Electrolyte Immersion Increases Photoconductivity in a Model Polymer Photocathode

Abstract

Immersing polymer solar cells in aqueous electrolyte for photoelectrochemical (PEC) hydrogen production is likely to cause photophysical changes that could present both challenges and opportunities for engineering functional and durable devices. Herein we study the bulk heterojunction blend poly(4,8-bis(5-(2-ethylhexyl)thiophen-2-yl)benzo[1,2-b:4,5-b′]dithiophene-2,6-diyl)-alt-(2-(((2-ethylhexyl)oxy)carbonyl)-3-fluorothieno[3,4-b]thiophene-4,6-diyl):poly(N,N′-di(2-octyldodecyl)naphthalene-1,8:4,5-bis(dicarboximide)-2,6-diyl)-alt-(2,2-bithiophene-5,5′-diyl) (PTB7-Th:N2200) excited-state dynamics in electrolyte from femtosecond to millisecond time scales using pump–probe microwave conductivity and absorption spectroscopy.
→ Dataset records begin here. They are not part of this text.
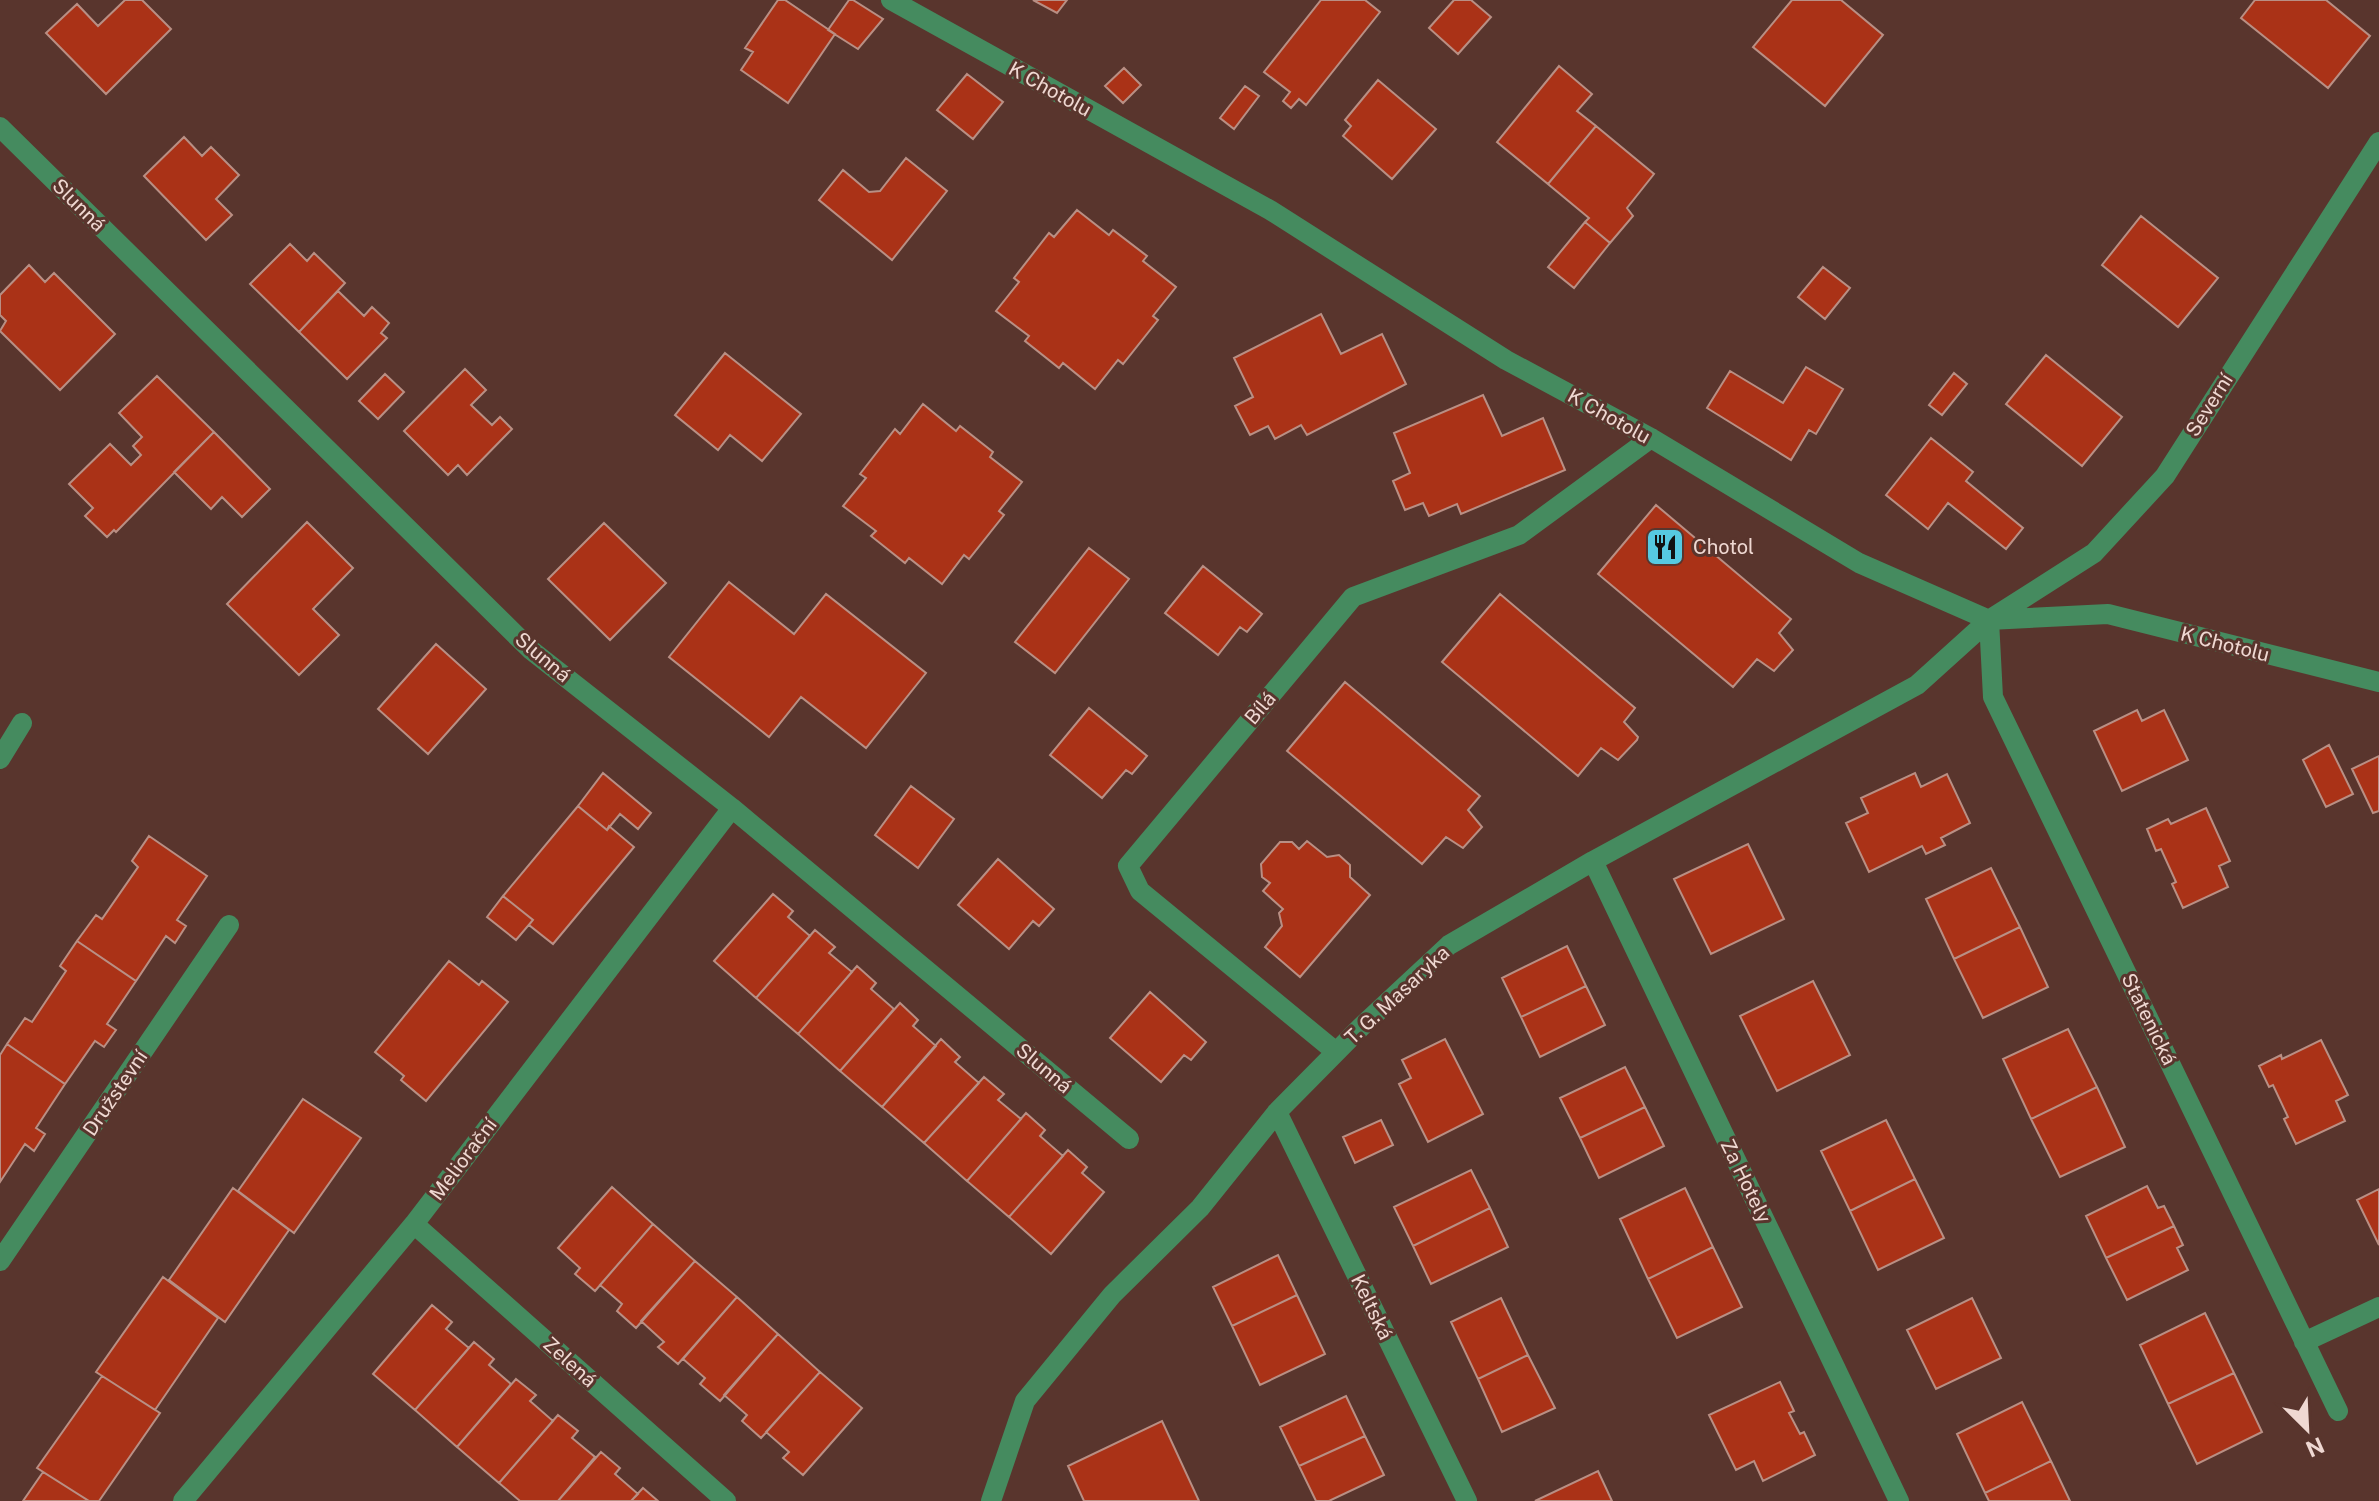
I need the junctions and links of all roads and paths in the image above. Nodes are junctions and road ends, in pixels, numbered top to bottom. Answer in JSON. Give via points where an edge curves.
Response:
{"nodes":[{"id":1,"x":891,"y":0,"type":"edge"},
{"id":2,"x":0,"y":127,"type":"edge"},
{"id":3,"x":2379,"y":142,"type":"edge"},
{"id":4,"x":1651,"y":438,"type":"junction"},
{"id":5,"x":1989,"y":620,"type":"junction"},
{"id":6,"x":2379,"y":682,"type":"edge"},
{"id":7,"x":22,"y":723,"type":"dead end"},
{"id":8,"x":0,"y":759,"type":"edge"},
{"id":9,"x":732,"y":808,"type":"junction"},
{"id":10,"x":1593,"y":861,"type":"junction"},
{"id":11,"x":229,"y":925,"type":"dead end"},
{"id":12,"x":1336,"y":1052,"type":"junction"},
{"id":13,"x":1277,"y":1112,"type":"junction"},
{"id":14,"x":1129,"y":1139,"type":"dead end"},
{"id":15,"x":414,"y":1224,"type":"junction"},
{"id":16,"x":0,"y":1261,"type":"edge"},
{"id":17,"x":2379,"y":1307,"type":"edge"},
{"id":18,"x":2304,"y":1342,"type":"junction"},
{"id":19,"x":2338,"y":1411,"type":"dead end"},
{"id":20,"x":183,"y":1501,"type":"edge"},
{"id":21,"x":726,"y":1501,"type":"edge"},
{"id":22,"x":991,"y":1501,"type":"edge"},
{"id":23,"x":1467,"y":1501,"type":"edge"},
{"id":24,"x":1899,"y":1501,"type":"edge"}],
"edges":[{"from":1,"to":4,"type":"street","name":"K Chotolu","via":[[1270,210],[1506,360]]},
{"from":2,"to":9,"type":"street","name":"Slunná","via":[[531,650]]},
{"from":3,"to":5,"type":"street","name":"Severní","via":[[2165,476],[2094,553]]},
{"from":4,"to":5,"type":"street","name":"K Chotolu","via":[[1859,563]]},
{"from":4,"to":12,"type":"street","name":"Bílá","via":[[1519,535],[1353,597],[1128,866],[1140,891]]},
{"from":5,"to":6,"type":"street","name":"K Chotolu","via":[[2108,614]]},
{"from":5,"to":10,"type":"street","name":"T. G. Masaryka","via":[[1917,685]]},
{"from":5,"to":18,"type":"street","name":"Statenická","via":[[1993,697]]},
{"from":7,"to":8,"type":"street"},
{"from":9,"to":14,"type":"street","name":"Slunná"},
{"from":9,"to":15,"type":"street","name":"Meliorační"},
{"from":10,"to":12,"type":"street","name":"T. G. Masaryka","via":[[1449,945]]},
{"from":10,"to":24,"type":"street","name":"Za Hotely"},
{"from":11,"to":16,"type":"street","name":"Družstevní"},
{"from":12,"to":13,"type":"street","name":"T. G. Masaryka"},
{"from":13,"to":22,"type":"street","name":"T. G. Masaryka","via":[[1200,1208],[1112,1295],[1025,1401]]},
{"from":13,"to":23,"type":"street","name":"Keltská"},
{"from":15,"to":20,"type":"street","name":"Meliorační"},
{"from":15,"to":21,"type":"street","name":"Zelená"},
{"from":17,"to":18,"type":"street"},
{"from":18,"to":19,"type":"street","name":"Statenická"}]}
While the blend swells very little, electrolyte exposure increases the microwave-frequency mobility and possibly the yield of photogenerated charges while also decreasing crystallinity. These results indicate an enhancement in key performance metrics, implying that any limitations on the performance of PEC test devices do not arise from active layer–electrolyte interactions. For the PTB7-Th:N2200 blend or similar photocathode systems, our results indicate that improving the interfacial kinetics and/or the carrier lifetime should be prioritized, not protecting the active layer from the electrolyte. Since this observation may not be universal to all polymer systems, future research should focus on identifying their limiting photophysical processes.